Despite their mistrust of Pakistan, the Taliban presumably also lent a receptive ear to their interlocutors in Beijing, Moscow and Tehran – all of whom meanwhile have developed unanimity of view on the possible course of action for bringing peace to Afghanistan. Collective wisdom at work, it appears.

This has raised expectations that Pakistan may eventually pressurize TTA into accepting some power-sharing mechanism. But officials in Islamabad remain extremely cautious; although we succeeded in bringing the horse to the water, yet we certainly can’t force them to drink it to. It is all up to them, said a senior official privy to the Abu Dhabi process.

We can persuade them but not pressure them into an externally imposed mechanism, he underlined. This is what we explained to our Iranian, Chinese and Russian friends during the whirlwind tour that Foreign Minister Shah Mehmood Qureshi undertook earlier this week.

This was a rare pro-active diplomatic mission undertaken to update all relevant regional stakeholders in confidence and update them on what Islamabad had done so far to break the deadlock in Afghanistan. All immediate neighbours of Afghanistan – Central Asian Republics, Russia, China (all share the worry on the surging Daesh/ISIS in Afghanistan), Pakistan and Iran – recognize the criticality of their convergence on the future course of the peace process. They also discern the unusual sense of urgency in Washington, where a non-conventional President Trump.

The postponement of the Presidential Election in Afghanistan, earlier set for mid April, indicates that things are moving fast in Kabul and that the US might be moving by a time-line that president Trump has drawn for his envoy Khalilzad.

If Khalilzad were to eventually bring both the Afghan National Unity Government (NUG) and Taliban face to face sooner than later, then the first few weeks of 2019 might see major developments in quick succession.

Khalilzad, nevertheless, faces two major obstacles… the multi-lateral mistrust that accompanies the air of optimism. Bilateral mistrust, particularly between Pakistan-Afghanistan, Iran-US, and US-Russia, are the organic hurdles in the reconciliation marathon.

The second hindrance relates to the possible spoilers in and outside Afghanistan; the NUG is a divided house, with President Ghani having surrounded himself mostly with Pashtoon leaders but is dependent a security establishment that is largely non-Pashtoon and will now likely be guided by ministers like Amrullah Saleh.

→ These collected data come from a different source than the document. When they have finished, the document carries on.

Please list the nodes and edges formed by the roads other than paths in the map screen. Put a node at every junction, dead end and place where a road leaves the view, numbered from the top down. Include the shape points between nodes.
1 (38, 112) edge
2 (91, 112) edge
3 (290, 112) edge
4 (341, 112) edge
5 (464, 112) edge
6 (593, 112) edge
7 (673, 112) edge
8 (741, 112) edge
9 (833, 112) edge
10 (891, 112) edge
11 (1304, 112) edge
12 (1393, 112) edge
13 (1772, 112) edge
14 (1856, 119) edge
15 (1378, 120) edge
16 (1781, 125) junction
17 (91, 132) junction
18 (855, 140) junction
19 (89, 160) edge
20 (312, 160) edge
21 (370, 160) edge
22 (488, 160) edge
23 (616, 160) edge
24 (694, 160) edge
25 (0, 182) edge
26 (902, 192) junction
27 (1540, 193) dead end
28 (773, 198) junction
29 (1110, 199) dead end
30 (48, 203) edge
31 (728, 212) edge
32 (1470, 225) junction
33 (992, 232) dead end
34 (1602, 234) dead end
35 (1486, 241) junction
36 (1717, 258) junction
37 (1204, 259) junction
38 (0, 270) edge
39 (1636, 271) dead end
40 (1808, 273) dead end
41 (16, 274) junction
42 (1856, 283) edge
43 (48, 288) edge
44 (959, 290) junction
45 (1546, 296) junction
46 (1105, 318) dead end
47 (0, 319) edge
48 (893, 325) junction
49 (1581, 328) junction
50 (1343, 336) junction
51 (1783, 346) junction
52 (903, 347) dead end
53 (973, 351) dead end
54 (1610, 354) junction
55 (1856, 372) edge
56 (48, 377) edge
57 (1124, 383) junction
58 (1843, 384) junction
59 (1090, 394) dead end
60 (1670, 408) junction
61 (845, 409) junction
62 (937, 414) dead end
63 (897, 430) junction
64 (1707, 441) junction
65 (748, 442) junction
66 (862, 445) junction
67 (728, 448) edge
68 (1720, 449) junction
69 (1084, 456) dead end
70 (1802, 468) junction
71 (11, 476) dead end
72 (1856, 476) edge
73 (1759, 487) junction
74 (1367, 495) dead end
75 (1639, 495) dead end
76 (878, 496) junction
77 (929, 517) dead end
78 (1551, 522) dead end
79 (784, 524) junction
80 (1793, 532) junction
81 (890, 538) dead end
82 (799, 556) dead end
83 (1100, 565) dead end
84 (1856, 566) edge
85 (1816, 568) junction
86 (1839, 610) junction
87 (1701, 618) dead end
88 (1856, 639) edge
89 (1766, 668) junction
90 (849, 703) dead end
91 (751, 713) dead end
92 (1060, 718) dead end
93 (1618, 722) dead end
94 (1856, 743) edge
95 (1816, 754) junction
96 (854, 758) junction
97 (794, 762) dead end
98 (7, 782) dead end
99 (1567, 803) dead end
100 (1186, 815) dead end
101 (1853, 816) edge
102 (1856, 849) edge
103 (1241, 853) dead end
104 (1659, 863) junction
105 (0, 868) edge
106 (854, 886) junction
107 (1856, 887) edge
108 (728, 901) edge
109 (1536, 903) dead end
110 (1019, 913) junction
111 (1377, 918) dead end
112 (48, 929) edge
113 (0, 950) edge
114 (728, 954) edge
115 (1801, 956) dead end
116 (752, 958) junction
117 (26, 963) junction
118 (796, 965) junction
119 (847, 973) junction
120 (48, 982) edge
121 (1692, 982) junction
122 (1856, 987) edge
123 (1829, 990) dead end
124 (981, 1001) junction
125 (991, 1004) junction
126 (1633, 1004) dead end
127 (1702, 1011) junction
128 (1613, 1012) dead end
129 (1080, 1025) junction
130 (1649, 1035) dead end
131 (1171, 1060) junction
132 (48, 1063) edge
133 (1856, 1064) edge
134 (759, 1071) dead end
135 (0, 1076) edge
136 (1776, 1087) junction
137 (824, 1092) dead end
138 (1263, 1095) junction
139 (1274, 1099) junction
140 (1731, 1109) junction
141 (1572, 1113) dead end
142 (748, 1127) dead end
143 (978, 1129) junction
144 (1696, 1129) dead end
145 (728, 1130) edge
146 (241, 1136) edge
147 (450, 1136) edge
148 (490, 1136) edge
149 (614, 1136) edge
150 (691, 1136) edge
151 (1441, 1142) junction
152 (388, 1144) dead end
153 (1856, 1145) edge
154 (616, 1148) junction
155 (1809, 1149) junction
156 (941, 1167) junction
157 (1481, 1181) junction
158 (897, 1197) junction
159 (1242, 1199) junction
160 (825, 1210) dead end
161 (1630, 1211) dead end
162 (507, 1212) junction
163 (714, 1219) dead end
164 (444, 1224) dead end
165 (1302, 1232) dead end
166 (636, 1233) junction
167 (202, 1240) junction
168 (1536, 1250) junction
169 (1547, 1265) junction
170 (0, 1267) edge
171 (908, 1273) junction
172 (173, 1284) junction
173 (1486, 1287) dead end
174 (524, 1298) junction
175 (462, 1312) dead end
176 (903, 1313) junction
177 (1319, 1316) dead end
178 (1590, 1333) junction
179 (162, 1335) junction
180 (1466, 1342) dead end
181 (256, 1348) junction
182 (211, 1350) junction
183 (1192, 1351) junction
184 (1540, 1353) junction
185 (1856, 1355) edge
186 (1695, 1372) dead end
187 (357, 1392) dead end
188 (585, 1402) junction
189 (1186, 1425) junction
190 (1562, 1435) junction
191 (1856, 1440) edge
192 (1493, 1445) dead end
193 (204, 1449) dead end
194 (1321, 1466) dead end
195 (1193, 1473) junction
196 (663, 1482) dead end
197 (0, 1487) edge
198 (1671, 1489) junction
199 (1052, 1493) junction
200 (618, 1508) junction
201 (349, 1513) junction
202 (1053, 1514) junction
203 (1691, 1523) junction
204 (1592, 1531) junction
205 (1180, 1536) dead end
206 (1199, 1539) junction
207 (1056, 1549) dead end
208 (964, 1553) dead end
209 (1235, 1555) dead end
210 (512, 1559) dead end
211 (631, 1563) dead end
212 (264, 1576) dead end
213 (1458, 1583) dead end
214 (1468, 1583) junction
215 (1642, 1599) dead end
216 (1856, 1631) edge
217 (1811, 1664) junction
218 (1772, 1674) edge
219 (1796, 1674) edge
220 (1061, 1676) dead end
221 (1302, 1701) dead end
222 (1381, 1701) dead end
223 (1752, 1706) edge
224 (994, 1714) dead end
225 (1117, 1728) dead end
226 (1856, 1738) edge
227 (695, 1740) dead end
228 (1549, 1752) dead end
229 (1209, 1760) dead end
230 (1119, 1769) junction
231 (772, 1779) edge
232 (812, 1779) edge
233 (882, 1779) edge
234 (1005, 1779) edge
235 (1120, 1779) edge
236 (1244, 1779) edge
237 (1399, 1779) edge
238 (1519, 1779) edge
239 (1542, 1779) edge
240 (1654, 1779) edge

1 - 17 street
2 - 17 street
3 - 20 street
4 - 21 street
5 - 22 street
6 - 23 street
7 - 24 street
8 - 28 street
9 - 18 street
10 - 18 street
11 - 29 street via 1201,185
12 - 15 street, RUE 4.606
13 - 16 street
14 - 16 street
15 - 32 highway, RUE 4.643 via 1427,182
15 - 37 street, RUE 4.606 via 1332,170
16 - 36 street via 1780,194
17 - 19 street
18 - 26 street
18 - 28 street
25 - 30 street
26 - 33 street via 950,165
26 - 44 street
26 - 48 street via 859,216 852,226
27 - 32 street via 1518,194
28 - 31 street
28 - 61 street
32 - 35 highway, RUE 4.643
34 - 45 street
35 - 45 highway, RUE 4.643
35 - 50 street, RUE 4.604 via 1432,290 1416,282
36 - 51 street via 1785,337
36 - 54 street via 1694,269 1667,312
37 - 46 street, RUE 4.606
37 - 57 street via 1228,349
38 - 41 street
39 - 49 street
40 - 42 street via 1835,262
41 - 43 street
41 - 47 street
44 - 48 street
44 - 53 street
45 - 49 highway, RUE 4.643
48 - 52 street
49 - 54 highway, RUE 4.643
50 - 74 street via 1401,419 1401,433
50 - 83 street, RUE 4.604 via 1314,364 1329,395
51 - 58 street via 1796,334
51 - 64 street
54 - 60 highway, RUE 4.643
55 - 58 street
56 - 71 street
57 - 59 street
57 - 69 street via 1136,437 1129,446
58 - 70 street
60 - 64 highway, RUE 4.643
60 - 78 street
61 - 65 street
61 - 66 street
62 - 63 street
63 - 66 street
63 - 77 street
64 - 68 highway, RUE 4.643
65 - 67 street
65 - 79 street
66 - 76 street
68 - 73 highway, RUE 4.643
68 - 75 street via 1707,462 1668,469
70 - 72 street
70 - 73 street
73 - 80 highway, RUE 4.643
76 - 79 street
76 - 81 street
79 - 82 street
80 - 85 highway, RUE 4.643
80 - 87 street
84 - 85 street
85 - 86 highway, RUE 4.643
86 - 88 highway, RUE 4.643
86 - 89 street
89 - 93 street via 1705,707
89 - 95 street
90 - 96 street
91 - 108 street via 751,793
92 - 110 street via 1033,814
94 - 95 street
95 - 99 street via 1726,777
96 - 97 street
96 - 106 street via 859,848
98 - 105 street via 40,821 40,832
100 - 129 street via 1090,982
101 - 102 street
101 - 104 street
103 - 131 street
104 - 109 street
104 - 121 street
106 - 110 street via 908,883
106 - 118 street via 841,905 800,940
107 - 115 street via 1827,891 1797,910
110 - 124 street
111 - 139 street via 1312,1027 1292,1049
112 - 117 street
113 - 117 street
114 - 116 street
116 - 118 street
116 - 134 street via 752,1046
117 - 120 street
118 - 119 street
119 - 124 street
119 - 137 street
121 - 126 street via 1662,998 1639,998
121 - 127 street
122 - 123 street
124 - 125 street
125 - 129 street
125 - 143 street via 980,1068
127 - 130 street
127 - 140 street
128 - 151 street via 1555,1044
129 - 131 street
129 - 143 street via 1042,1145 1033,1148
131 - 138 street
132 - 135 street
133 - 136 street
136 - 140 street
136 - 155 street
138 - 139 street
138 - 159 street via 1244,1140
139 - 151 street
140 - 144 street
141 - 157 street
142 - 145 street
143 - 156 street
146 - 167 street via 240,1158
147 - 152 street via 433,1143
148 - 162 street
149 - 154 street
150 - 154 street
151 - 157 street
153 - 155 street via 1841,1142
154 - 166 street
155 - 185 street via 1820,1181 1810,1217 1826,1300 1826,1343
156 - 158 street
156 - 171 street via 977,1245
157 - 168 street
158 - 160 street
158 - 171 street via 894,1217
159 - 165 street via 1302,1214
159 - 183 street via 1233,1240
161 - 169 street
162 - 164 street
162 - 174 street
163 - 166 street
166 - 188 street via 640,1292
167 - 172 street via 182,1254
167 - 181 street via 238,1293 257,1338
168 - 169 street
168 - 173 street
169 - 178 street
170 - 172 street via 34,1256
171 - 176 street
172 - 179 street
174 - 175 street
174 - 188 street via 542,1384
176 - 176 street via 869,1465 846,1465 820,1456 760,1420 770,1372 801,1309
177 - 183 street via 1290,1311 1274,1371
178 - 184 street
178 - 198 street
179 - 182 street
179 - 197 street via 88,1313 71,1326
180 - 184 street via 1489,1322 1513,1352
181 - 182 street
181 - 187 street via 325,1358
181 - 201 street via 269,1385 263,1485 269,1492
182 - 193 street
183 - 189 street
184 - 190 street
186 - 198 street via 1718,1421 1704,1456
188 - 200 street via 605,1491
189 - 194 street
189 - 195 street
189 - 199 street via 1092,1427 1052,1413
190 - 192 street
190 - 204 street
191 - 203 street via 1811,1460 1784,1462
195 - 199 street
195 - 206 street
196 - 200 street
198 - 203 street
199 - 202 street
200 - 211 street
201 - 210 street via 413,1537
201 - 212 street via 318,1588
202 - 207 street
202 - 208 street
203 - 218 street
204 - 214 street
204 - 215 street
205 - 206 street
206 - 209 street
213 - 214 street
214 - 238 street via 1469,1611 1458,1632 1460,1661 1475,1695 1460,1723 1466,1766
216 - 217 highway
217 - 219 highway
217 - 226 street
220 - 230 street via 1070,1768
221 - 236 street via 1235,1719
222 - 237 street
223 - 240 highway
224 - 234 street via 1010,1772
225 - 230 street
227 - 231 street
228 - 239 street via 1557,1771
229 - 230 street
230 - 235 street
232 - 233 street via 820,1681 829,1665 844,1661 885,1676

Although averse to Pakistan, leaders like Saleh need to be engaged to minimize their mistrust of Islamabad and its security establishment. Some of their grievances may be legitimate but they owe to their nation a more reconciliatory and rational conduct to take their country out of this perennial conflict. That will be possible only if immediate neighbours such as Pakistan, Iran and the Central Asian republics as well as Russia were all on board for a regionally inclusive peace process. Externally driven brinkmanship and expediency may be exciting for a few individuals but it has been deadly for the majority of Afghans. And it could be even more precipitous if President Trump took at least half of his troops out of Afghanistan.